(Records excerpted from a collection)
***
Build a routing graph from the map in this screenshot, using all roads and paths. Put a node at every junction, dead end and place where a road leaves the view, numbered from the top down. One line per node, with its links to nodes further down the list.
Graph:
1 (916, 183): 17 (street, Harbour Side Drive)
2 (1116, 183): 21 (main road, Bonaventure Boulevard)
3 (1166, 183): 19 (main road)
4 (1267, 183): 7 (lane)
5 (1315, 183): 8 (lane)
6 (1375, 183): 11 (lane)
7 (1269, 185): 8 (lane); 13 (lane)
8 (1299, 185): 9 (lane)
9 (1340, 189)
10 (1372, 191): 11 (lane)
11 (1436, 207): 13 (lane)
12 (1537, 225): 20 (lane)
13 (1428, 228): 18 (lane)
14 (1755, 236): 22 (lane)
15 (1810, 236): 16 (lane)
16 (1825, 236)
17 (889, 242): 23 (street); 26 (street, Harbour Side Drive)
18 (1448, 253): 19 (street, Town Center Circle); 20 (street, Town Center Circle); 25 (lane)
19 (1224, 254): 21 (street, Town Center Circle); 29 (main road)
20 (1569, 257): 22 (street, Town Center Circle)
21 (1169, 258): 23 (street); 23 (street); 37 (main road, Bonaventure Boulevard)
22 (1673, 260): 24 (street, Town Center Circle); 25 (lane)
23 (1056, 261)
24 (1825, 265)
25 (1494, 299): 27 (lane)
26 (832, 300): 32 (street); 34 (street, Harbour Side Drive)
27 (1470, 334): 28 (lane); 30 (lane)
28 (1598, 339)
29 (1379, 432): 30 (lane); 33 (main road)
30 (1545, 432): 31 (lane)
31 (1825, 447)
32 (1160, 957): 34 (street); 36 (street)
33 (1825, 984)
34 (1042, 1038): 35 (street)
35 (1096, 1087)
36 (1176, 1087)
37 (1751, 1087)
***
→ **Work to be completed**
Copy each line above where the string "Harbour" occurs.

→ **Result for this exercise**
1 (916, 183): 17 (street, Harbour Side Drive)
17 (889, 242): 23 (street); 26 (street, Harbour Side Drive)
26 (832, 300): 32 (street); 34 (street, Harbour Side Drive)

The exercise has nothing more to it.